Aim of the task | Gather each line of the records where "than" appears.
--- START ---
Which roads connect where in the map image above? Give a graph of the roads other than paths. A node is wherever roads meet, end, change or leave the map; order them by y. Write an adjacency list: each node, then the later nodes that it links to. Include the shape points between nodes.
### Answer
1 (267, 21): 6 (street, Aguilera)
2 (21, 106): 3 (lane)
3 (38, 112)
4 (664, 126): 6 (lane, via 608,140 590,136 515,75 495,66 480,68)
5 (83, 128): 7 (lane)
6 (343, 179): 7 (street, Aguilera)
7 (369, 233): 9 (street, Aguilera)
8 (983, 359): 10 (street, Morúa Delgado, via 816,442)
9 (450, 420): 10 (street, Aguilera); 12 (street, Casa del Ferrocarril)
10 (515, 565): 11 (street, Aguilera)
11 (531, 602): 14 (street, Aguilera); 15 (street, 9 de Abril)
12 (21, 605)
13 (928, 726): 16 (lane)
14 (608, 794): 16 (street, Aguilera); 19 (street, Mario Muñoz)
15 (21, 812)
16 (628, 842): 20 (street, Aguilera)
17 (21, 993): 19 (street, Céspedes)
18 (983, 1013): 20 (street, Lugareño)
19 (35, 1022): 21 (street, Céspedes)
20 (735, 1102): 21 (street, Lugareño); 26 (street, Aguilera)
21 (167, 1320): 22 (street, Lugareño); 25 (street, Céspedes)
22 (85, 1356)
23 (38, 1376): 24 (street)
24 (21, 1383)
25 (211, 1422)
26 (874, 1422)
--- END ---
--- START ---
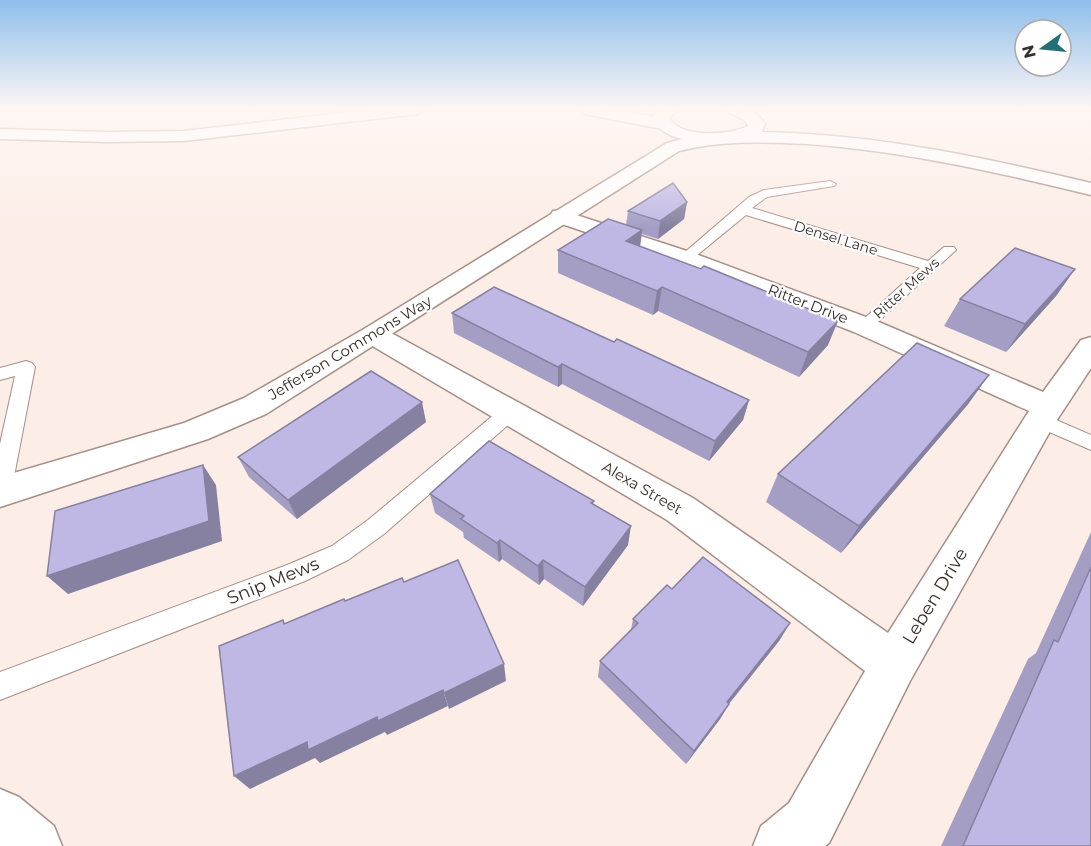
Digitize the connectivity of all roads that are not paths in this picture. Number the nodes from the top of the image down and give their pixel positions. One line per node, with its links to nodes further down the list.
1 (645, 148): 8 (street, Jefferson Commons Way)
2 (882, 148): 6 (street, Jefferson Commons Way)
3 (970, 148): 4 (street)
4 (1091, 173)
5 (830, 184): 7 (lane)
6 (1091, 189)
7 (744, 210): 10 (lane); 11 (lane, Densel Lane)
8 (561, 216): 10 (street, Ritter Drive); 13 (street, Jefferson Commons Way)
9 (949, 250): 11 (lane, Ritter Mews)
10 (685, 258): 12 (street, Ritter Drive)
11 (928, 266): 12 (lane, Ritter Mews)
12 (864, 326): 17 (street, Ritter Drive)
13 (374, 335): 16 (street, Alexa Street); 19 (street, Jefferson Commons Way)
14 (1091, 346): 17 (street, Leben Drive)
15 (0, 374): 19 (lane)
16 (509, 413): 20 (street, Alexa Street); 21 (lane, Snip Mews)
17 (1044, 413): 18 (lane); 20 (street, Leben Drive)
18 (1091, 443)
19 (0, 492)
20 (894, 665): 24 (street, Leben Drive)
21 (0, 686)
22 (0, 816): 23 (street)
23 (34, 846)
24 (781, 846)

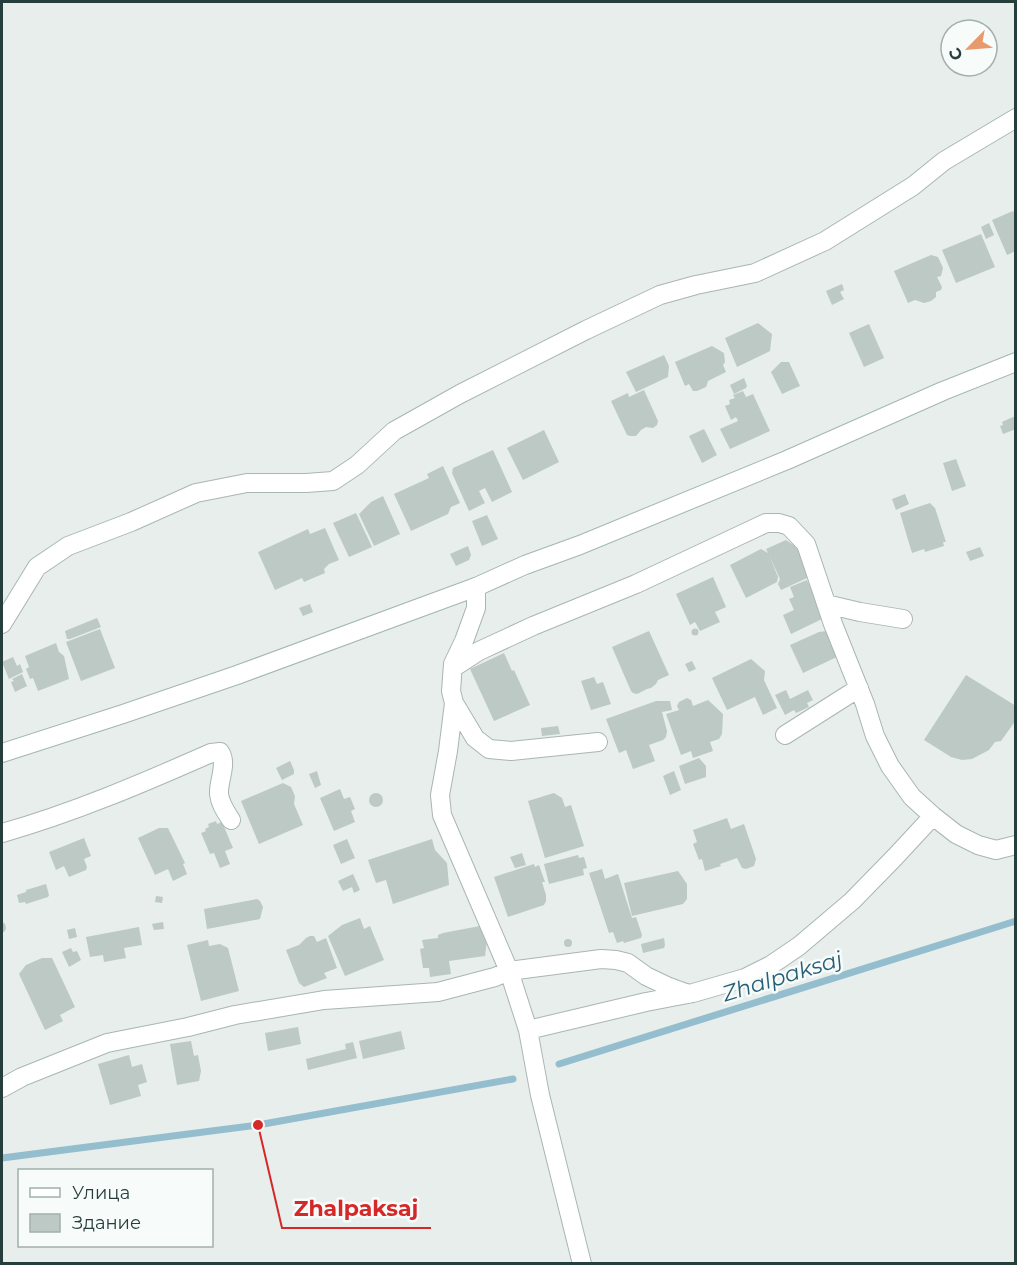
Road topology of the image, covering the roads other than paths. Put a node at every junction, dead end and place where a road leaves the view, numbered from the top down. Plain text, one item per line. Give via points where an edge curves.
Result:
--- END ---
Written response |
Which roads connect where in the map image above? Give a graph of the roads other than paths. A node is wherever roads meet, end, change or leave the map; order them by y. Write an adjacency list: each node, then the later nodes that it links to. Include the shape points between nodes.
Road topology of the image, covering the roads other than paths. Put a node at every junction, dead end and place where a road leaves the view, numbered from the top down. Plain text, one item per line. Give via points where an edge curves.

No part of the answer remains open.